When she arrived at the zoo she went to see her manager and asked what she should do, the manager told her to first go feed the sharks, so she went off to feed them. Whilst she was shovelling the food into the pool a shark jumped out of the water and tried to bite her, as a reflex she hit the shark with the spade and the shark died. Worried about losing her job this soon the woman started brainstorming what to do, eventually she decided to feed the dead shark to the lions thereby removing all evidence and so that is what she did. Shaken but glad she had avoided detection the women went back to see her manager and asked if there was anything else that needed doing, she was told to go and clean out the monkey cage.. So off the woman went with a wheelbarrow and shovel to clean out the cage, as she was shovelling the poop into the barrow a monkey jumped down from the tree towards her!
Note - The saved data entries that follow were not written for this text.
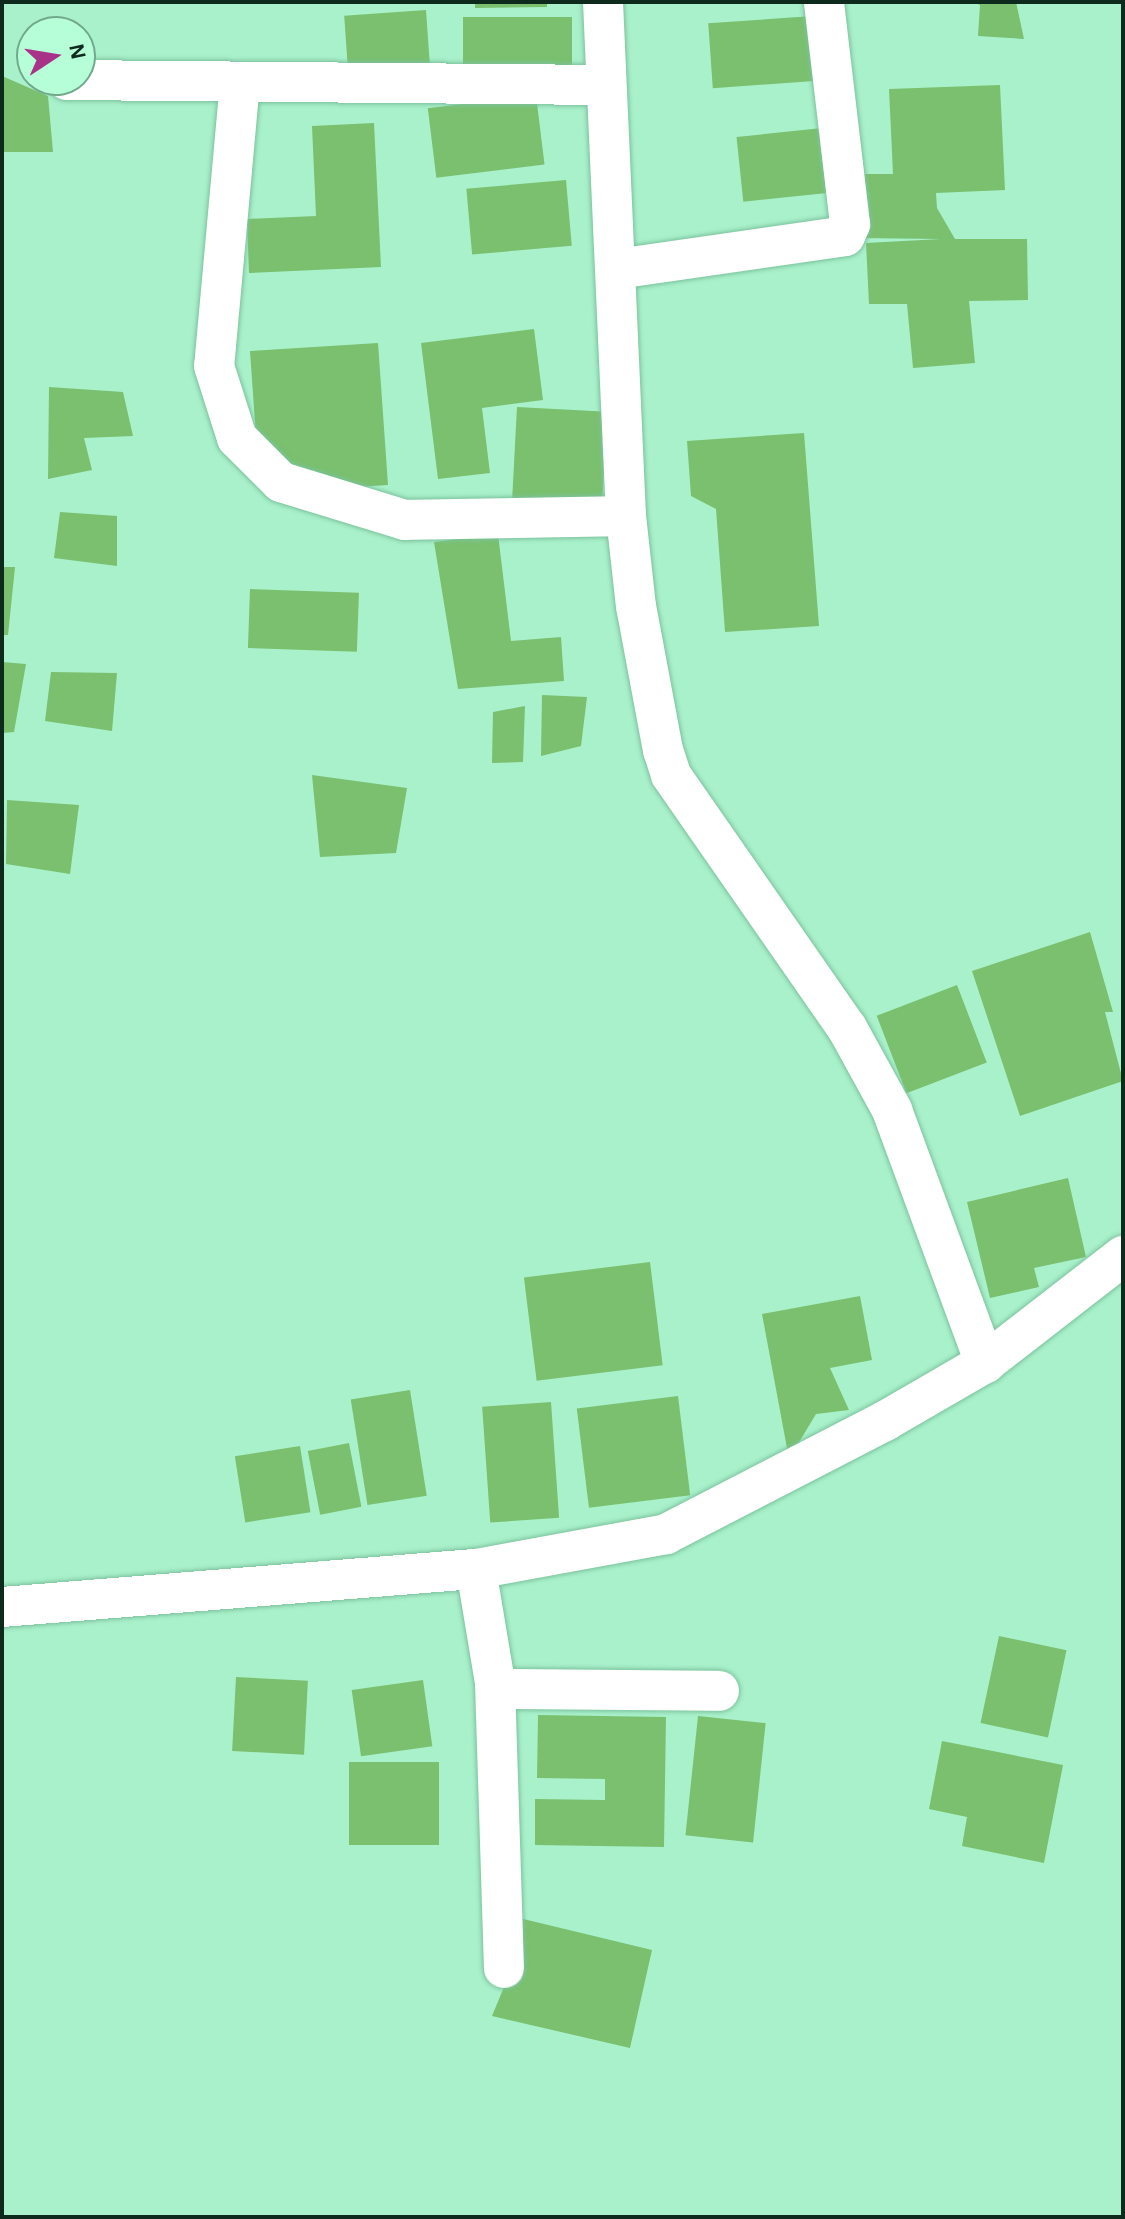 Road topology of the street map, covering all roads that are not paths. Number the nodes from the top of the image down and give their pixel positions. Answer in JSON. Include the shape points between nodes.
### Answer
{"nodes":[{"id":1,"x":603,"y":2,"type":"edge"},
{"id":2,"x":824,"y":2,"type":"edge"},
{"id":3,"x":96,"y":80,"type":"edge"},
{"id":4,"x":240,"y":82,"type":"junction"},
{"id":5,"x":605,"y":85,"type":"junction"},
{"id":6,"x":617,"y":269,"type":"junction"},
{"id":7,"x":626,"y":516,"type":"junction"},
{"id":8,"x":1123,"y":1256,"type":"edge"},
{"id":9,"x":985,"y":1363,"type":"junction"},
{"id":10,"x":476,"y":1569,"type":"junction"},
{"id":11,"x":2,"y":1607,"type":"edge"},
{"id":12,"x":495,"y":1683,"type":"junction"},
{"id":13,"x":719,"y":1691,"type":"dead end"},
{"id":14,"x":504,"y":1968,"type":"dead end"}],
"edges":[{"from":1,"to":5,"type":"street"},
{"from":2,"to":6,"type":"street","via":[[850,224],[845,236]]},
{"from":3,"to":4,"type":"street"},
{"from":4,"to":5,"type":"street"},
{"from":4,"to":7,"type":"street","via":[[214,366],[237,438],[281,482],[405,520]]},
{"from":5,"to":6,"type":"street"},
{"from":6,"to":7,"type":"street"},
{"from":7,"to":9,"type":"street","via":[[636,606],[671,775],[847,1028],[892,1110]]},
{"from":8,"to":9,"type":"street"},
{"from":9,"to":10,"type":"street","via":[[871,1429],[666,1534]]},
{"from":10,"to":11,"type":"street"},
{"from":10,"to":12,"type":"street"},
{"from":12,"to":13,"type":"street","via":[[517,1692]]},
{"from":12,"to":14,"type":"street"}]} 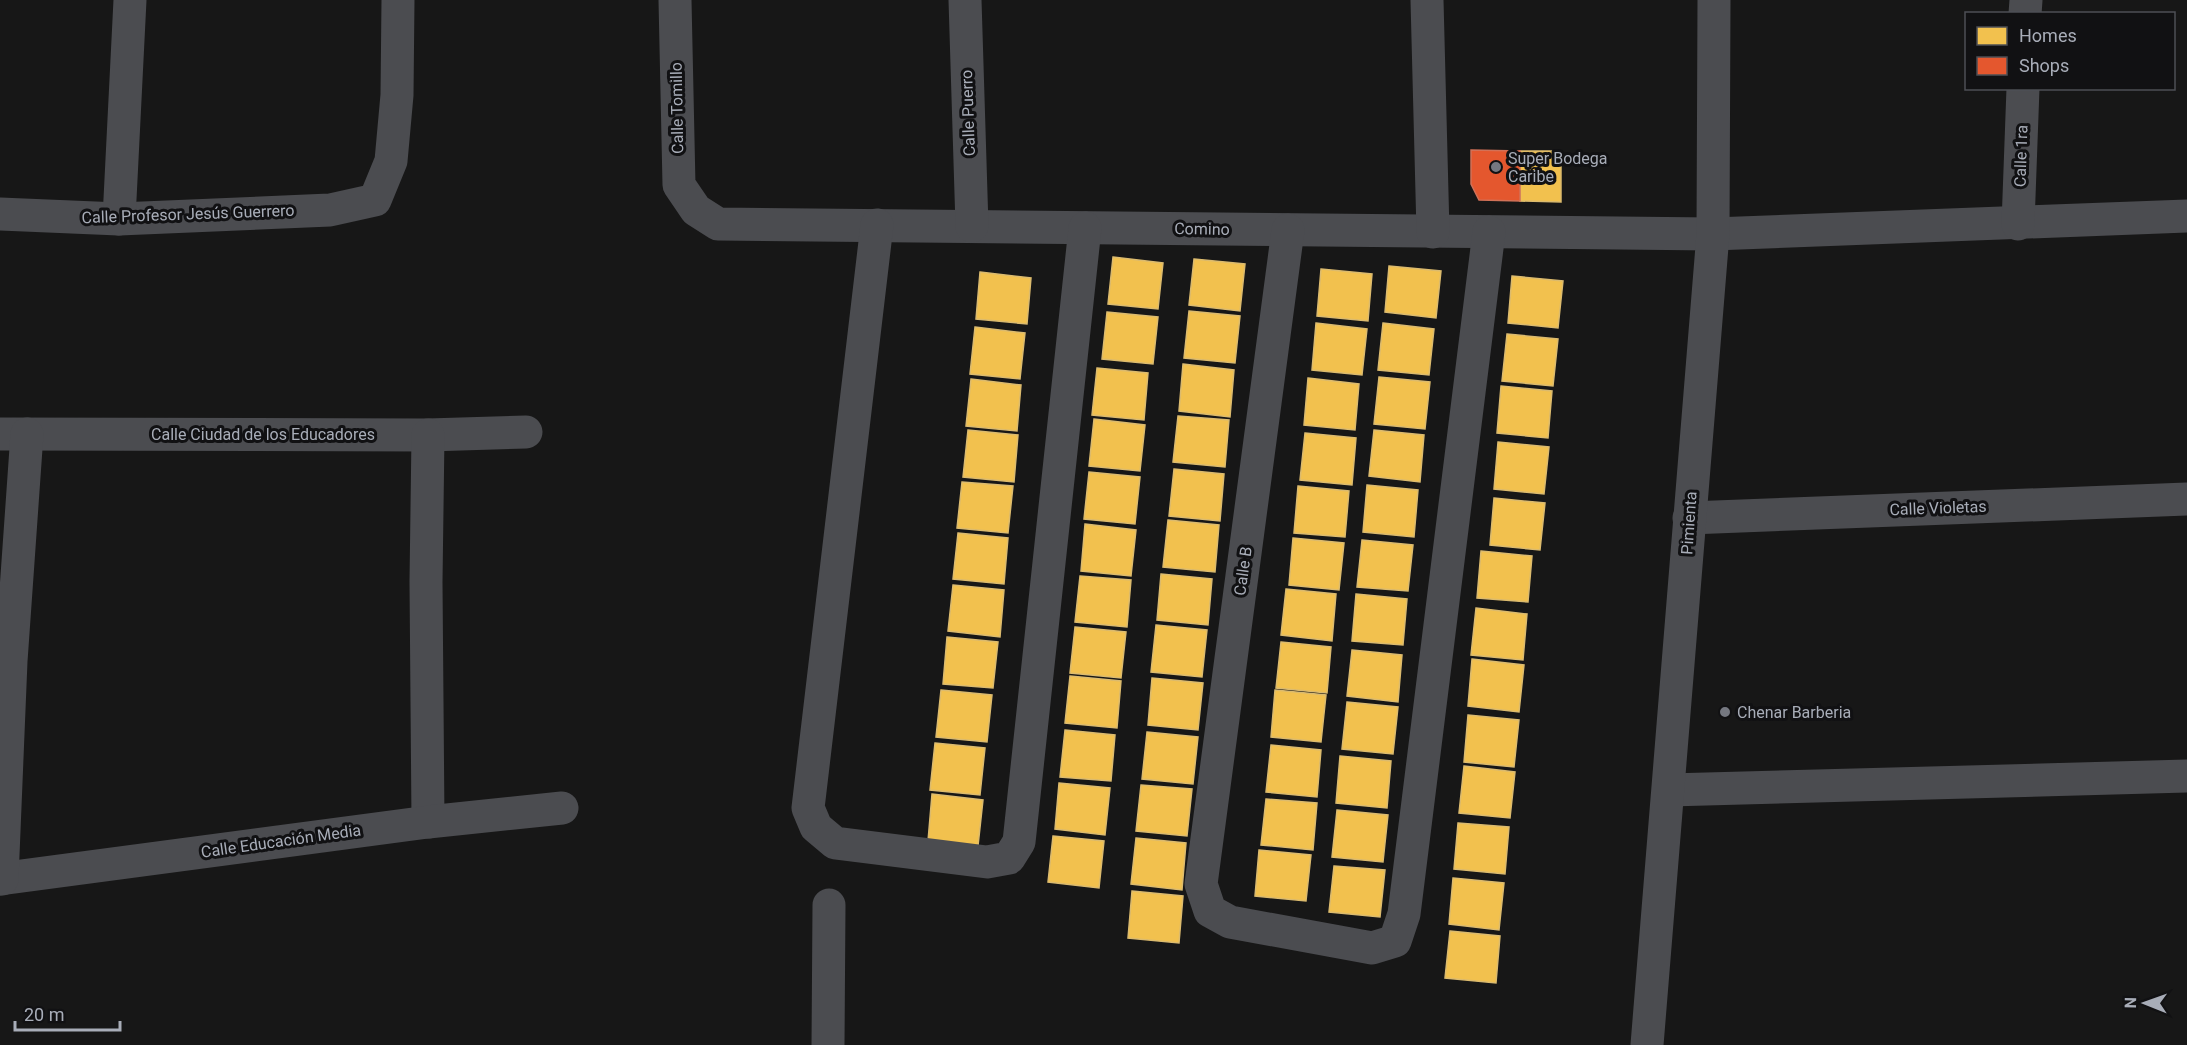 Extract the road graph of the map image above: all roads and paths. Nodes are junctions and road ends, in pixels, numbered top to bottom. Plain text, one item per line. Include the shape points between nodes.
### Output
1 (130, 0) edge
2 (398, 0) edge
3 (675, 0) edge
4 (965, 0) edge
5 (1427, 0) edge
6 (1714, 0) edge
7 (2023, 90) edge
8 (696, 210) joint
9 (0, 214) edge
10 (2187, 216) edge
11 (119, 219) junction
12 (2018, 224) junction
13 (877, 225) junction
14 (972, 226) junction
15 (1085, 228) junction
16 (1288, 230) junction
17 (1433, 232) junction
18 (1489, 232) junction
19 (1713, 234) junction
20 (526, 432) dead end
21 (14, 434) edge
22 (428, 435) junction
23 (2187, 499) edge
24 (1689, 518) junction
25 (6, 660) edge
26 (2187, 776) edge
27 (1669, 790) junction
28 (562, 808) dead end
29 (428, 822) junction
30 (1, 879) edge
31 (829, 905) dead end
32 (828, 1045) edge
33 (1647, 1045) edge

1 - 11 street
2 - 11 street, Calle Profesor Jesús Guerrero via 397,95 391,160 375,200 330,210
3 - 8 street, Calle Tomillo via 679,185
4 - 14 street, Calle Puerro
5 - 17 street
6 - 19 street, Pimienta
7 - 12 street, Calle 1ra
8 - 13 street, Comino via 718,224
9 - 11 street, Calle Profesor Jesús Guerrero
10 - 12 street, Comino
12 - 19 street, Comino
13 - 14 street, Comino
13 - 15 street via 808,808 816,828 835,843 987,862 1009,858 1019,842
14 - 15 street, Comino
15 - 16 street, Comino
16 - 17 street, Comino
16 - 18 street, Calle B via 1201,884 1210,911 1230,922 1372,948 1395,941 1404,914
17 - 18 street, Comino
18 - 19 street, Comino
19 - 24 street, Pimienta
20 - 22 street, Calle Ciudad de los Educadores
21 - 22 street, Calle Ciudad de los Educadores
21 - 25 street
22 - 29 street
23 - 24 street, Calle Violetas
24 - 27 street, Pimienta
25 - 30 street
26 - 27 street
27 - 33 street, Pimienta
28 - 29 street, Calle Educación Media
29 - 30 street, Calle Educación Media
31 - 32 street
As a reflex reaction the women smashed the monkey with the spade and it lay dead. Thankfully she knew just what to do and so she threw the monkey into the lion cage. Shaken and ready to go home by now, the women went to see if there were any final jobs that needed doing: she was tasked with collecting the honey from the bees. So she got changed into her protective gear however she forgot to tuck in the back of her shirt so when it came to doing the bees, one particularly large bee came and stung her right on the behind! The woman screamed and started whacking the bees until many lay dead. By now she didn’t even have to think.. she collected the dead bees and threw them in the lion cage before going home for a quiet evening.

The next day there was a new lion in the lion cage. The new lion said to the other lions β€œso what’s the food like here??” The other lions responded...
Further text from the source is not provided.